> Task description
Each entry is to be restated word for word, with nothing omitted.
**** Input data
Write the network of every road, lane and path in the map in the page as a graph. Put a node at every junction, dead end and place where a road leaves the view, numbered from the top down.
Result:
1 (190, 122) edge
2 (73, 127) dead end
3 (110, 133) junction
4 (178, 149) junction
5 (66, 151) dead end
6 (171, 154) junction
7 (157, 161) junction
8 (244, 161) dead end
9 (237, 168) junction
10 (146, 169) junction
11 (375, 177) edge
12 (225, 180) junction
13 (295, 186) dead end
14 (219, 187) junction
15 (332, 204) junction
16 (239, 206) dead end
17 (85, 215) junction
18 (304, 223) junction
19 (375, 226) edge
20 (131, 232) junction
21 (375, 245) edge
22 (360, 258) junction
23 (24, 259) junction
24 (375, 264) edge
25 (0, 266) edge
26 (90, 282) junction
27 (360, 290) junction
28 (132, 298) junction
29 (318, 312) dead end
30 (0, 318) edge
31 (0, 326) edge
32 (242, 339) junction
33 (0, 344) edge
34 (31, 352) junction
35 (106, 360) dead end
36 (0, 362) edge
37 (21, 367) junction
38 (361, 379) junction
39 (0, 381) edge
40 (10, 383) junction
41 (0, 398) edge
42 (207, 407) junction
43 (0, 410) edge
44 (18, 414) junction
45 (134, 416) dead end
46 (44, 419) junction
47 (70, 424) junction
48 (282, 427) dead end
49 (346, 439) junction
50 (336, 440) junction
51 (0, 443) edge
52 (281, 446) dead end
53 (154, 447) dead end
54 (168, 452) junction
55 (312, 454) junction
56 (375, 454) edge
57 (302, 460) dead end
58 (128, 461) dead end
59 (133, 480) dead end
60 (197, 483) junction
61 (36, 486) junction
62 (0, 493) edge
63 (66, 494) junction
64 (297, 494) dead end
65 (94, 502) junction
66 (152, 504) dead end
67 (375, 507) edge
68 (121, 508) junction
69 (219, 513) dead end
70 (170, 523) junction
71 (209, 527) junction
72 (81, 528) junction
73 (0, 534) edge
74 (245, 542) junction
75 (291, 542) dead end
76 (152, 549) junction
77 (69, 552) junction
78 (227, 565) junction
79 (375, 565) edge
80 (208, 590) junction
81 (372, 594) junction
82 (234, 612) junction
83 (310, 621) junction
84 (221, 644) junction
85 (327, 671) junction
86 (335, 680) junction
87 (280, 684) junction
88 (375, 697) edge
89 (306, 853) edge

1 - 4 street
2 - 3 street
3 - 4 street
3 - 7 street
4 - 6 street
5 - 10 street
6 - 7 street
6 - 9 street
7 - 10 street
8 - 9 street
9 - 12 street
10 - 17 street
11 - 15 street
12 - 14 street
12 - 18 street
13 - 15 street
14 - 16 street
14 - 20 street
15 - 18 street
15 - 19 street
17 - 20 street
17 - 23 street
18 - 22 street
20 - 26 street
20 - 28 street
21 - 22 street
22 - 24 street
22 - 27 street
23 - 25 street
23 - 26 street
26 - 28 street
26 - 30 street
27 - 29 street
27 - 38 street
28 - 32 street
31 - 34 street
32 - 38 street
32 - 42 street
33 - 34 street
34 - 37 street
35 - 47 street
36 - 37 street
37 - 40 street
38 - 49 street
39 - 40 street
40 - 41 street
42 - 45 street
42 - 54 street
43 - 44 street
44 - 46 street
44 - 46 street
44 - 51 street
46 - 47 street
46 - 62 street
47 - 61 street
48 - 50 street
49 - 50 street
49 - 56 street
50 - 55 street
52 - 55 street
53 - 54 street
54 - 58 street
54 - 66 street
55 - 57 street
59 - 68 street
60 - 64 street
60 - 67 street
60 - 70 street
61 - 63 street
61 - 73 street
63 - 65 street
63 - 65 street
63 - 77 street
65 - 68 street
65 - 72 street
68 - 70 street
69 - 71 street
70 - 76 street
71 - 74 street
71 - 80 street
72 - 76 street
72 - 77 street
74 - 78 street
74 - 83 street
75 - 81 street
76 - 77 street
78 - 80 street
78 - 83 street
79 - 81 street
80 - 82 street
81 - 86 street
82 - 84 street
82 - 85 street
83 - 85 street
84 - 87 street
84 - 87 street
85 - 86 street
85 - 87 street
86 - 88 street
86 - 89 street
********
> Exercise answer
Write the network of every road, lane and path in the map in the page as a graph. Put a node at every junction, dead end and place where a road leaves the view, numbered from the top down.
Result:
1 (190, 122) edge
2 (73, 127) dead end
3 (110, 133) junction
4 (178, 149) junction
5 (66, 151) dead end
6 (171, 154) junction
7 (157, 161) junction
8 (244, 161) dead end
9 (237, 168) junction
10 (146, 169) junction
11 (375, 177) edge
12 (225, 180) junction
13 (295, 186) dead end
14 (219, 187) junction
15 (332, 204) junction
16 (239, 206) dead end
17 (85, 215) junction
18 (304, 223) junction
19 (375, 226) edge
20 (131, 232) junction
21 (375, 245) edge
22 (360, 258) junction
23 (24, 259) junction
24 (375, 264) edge
25 (0, 266) edge
26 (90, 282) junction
27 (360, 290) junction
28 (132, 298) junction
29 (318, 312) dead end
30 (0, 318) edge
31 (0, 326) edge
32 (242, 339) junction
33 (0, 344) edge
34 (31, 352) junction
35 (106, 360) dead end
36 (0, 362) edge
37 (21, 367) junction
38 (361, 379) junction
39 (0, 381) edge
40 (10, 383) junction
41 (0, 398) edge
42 (207, 407) junction
43 (0, 410) edge
44 (18, 414) junction
45 (134, 416) dead end
46 (44, 419) junction
47 (70, 424) junction
48 (282, 427) dead end
49 (346, 439) junction
50 (336, 440) junction
51 (0, 443) edge
52 (281, 446) dead end
53 (154, 447) dead end
54 (168, 452) junction
55 (312, 454) junction
56 (375, 454) edge
57 (302, 460) dead end
58 (128, 461) dead end
59 (133, 480) dead end
60 (197, 483) junction
61 (36, 486) junction
62 (0, 493) edge
63 (66, 494) junction
64 (297, 494) dead end
65 (94, 502) junction
66 (152, 504) dead end
67 (375, 507) edge
68 (121, 508) junction
69 (219, 513) dead end
70 (170, 523) junction
71 (209, 527) junction
72 (81, 528) junction
73 (0, 534) edge
74 (245, 542) junction
75 (291, 542) dead end
76 (152, 549) junction
77 (69, 552) junction
78 (227, 565) junction
79 (375, 565) edge
80 (208, 590) junction
81 (372, 594) junction
82 (234, 612) junction
83 (310, 621) junction
84 (221, 644) junction
85 (327, 671) junction
86 (335, 680) junction
87 (280, 684) junction
88 (375, 697) edge
89 (306, 853) edge

1 - 4 street
2 - 3 street
3 - 4 street
3 - 7 street
4 - 6 street
5 - 10 street
6 - 7 street
6 - 9 street
7 - 10 street
8 - 9 street
9 - 12 street
10 - 17 street
11 - 15 street
12 - 14 street
12 - 18 street
13 - 15 street
14 - 16 street
14 - 20 street
15 - 18 street
15 - 19 street
17 - 20 street
17 - 23 street
18 - 22 street
20 - 26 street
20 - 28 street
21 - 22 street
22 - 24 street
22 - 27 street
23 - 25 street
23 - 26 street
26 - 28 street
26 - 30 street
27 - 29 street
27 - 38 street
28 - 32 street
31 - 34 street
32 - 38 street
32 - 42 street
33 - 34 street
34 - 37 street
35 - 47 street
36 - 37 street
37 - 40 street
38 - 49 street
39 - 40 street
40 - 41 street
42 - 45 street
42 - 54 street
43 - 44 street
44 - 46 street
44 - 46 street
44 - 51 street
46 - 47 street
46 - 62 street
47 - 61 street
48 - 50 street
49 - 50 street
49 - 56 street
50 - 55 street
52 - 55 street
53 - 54 street
54 - 58 street
54 - 66 street
55 - 57 street
59 - 68 street
60 - 64 street
60 - 67 street
60 - 70 street
61 - 63 street
61 - 73 street
63 - 65 street
63 - 65 street
63 - 77 street
65 - 68 street
65 - 72 street
68 - 70 street
69 - 71 street
70 - 76 street
71 - 74 street
71 - 80 street
72 - 76 street
72 - 77 street
74 - 78 street
74 - 83 street
75 - 81 street
76 - 77 street
78 - 80 street
78 - 83 street
79 - 81 street
80 - 82 street
81 - 86 street
82 - 84 street
82 - 85 street
83 - 85 street
84 - 87 street
84 - 87 street
85 - 86 street
85 - 87 street
86 - 88 street
86 - 89 street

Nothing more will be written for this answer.